18. O papel da diplomacia nas reformas: justiça, trabalho, educação 
19. Questões de política externa numa conjuntura eleitoral 
20. Uma delicada questão diplomática: o caso de Israel 
21. Balanço e trajetória futura das relações internacionais do Brasil 
22. O poder do Itamaraty: o conhecimento como base  

Apêndices:
23. Auge e declínio do lulopetismo diplomático: depoimento pessoal  
24. Entrevista sobre o Itamaraty em tempos não convencionais
25. Breve nota biográfica: Paulo Roberto de Almeida   
26. Livros e trabalhos de Paulo Roberto de Almeida  



Apresentação
Do “nunca antes” ao finalmente depois...

Against the tide e minority report são duas conhecidas expressões em inglês que podem representar o espírito com o qual foram escritos a maior parte dos ensaios aqui reunidos, compilando esforços de leitura, de reflexão e de redação que empreendi entre os anos de 2014 e 2018, não por acaso dois períodos eleitorais decisivos na história política recente do Brasil, o primeiro por representar o ponto culminante do regime lulopetista vencedor em quatro eleições presidenciais sucessivas, mas também a sua agonia e queda final, em 2016, o segundo por evidenciar a vontade da sociedade brasileira de dar um basta ao festival de corrupção sistêmica a que assistimos desde o início daquele regime.
“Contra a corrente” e “relatório de minoria” podem, efetivamente, caracterizar minha atitude básica na análise e produção de ensaios ao longo desse período, mas não só ele, pois tenho mantido a mesma atitude – que chamo de ceticismo sadio – ao longo de uma vida toda ela dedicada ao estudo dos problemas brasileiros, ao exame das melhores soluções de políticas públicas a esses problemas, especialmente na área de atividade que é a minha desde 1977, as relações internacionais do Brasil, sua política externa, o exercício prático da diplomacia, mas sempre combinada a uma reflexão crítica que sustenta, justamente, a atitude que mantenho, e que pode ser resumida nessas duas expressões.
Os textos aqui reunidos podem, portanto, enquadrar-se numa das duas categorias acima descritas, ou em ambas, simultaneamente, justificando-se, portanto, o uso do conceito de “contrarianismo”, que pode também identificar alguns traços de minha atitude em face de questões relevantes do país, mas em relação aos quais mantenho uma postura que não se enquadra na corrente geral. Esses ensaios foram preparados marginalmente à minha agenda habitual de trabalho, que em geral compõe-se unicamente de escritos que eu mesmo escolho deliberadamente empreender. Normalmente, consistem em ensaios acadêmicos, pesquisas históricas, ou sínteses de leituras e reflexões sobre os temas que me ocupam tradicionalmente: desenvolvimento econômico do Brasil, história diplomática, política internacional e assuntos afins, ademais de resenhas de livros, muitas resenhas.
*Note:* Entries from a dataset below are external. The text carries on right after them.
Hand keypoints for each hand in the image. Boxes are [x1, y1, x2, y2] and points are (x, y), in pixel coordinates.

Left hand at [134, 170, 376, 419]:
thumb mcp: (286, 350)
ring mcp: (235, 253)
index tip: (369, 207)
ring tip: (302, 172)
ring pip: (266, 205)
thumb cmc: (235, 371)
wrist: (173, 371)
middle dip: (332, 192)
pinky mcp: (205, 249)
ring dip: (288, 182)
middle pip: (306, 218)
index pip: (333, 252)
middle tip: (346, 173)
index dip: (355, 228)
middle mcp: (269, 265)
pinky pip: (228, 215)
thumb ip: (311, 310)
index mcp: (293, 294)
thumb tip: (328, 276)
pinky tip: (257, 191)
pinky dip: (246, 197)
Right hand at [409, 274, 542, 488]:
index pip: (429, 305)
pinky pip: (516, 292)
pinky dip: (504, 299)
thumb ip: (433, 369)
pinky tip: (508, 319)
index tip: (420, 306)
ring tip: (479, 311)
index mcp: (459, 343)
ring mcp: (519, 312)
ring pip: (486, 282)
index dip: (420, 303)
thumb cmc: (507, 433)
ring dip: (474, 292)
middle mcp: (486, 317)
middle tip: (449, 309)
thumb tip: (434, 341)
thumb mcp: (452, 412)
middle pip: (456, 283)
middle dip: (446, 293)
Em certos momentos, esses ensaios podem situar-se em etapas decisivas da conjuntura política, como são os períodos eleitorais, quando campanhas presidenciais nos colocam em face de escolhas relevantes para o futuro da nação, sobre as quais eu nunca deixei de refletir, e de ponderar minhas opções, justamente com essa atitude que já descrevi como sendo constituída basicamente de ceticismo sadio, e que se reflete em textos que geralmente vão no sentido contrário ao da maioria da opinião – inclusive na instituição a que pertenço – e que podem também serem enfeixados nessa segunda categoria, a dos relatórios de minoria.
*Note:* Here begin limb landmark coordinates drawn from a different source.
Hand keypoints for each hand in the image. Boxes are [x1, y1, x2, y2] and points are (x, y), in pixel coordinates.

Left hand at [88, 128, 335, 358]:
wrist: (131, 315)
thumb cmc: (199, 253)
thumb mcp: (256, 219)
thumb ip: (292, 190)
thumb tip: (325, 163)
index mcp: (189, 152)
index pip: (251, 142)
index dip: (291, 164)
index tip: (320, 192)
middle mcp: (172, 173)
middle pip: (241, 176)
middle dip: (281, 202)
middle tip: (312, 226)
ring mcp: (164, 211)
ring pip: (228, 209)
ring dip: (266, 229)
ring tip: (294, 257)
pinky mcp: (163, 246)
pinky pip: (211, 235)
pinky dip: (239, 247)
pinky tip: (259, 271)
Dividi a presente coletânea em duas partes bem caracterizadas. A primeira compõe-se de ensaios sobre diferentes temas da diplomacia brasileira redigidos no período final do regime lulopetista. Elas não visavam examinar tão simplesmente a diplomacia brasileira, nos seus aspectos gerais, pois a intenção era a de discorrer sobre “problemas” da diplomacia brasileira, criados pelo governo do Partido dos Trabalhadores (PT) desde 2003, e que ameaçavam se prolongar por um período indefinido, em caso da vitória do PT nas eleições daquele ano, o que efetivamente se confirmou, da pior forma possível, com as consequências que todos sabemos. Logo em seguida tivemos a crise terminal do lulopetismo e o ingresso numa fase de transição que talvez ainda não tenha terminado.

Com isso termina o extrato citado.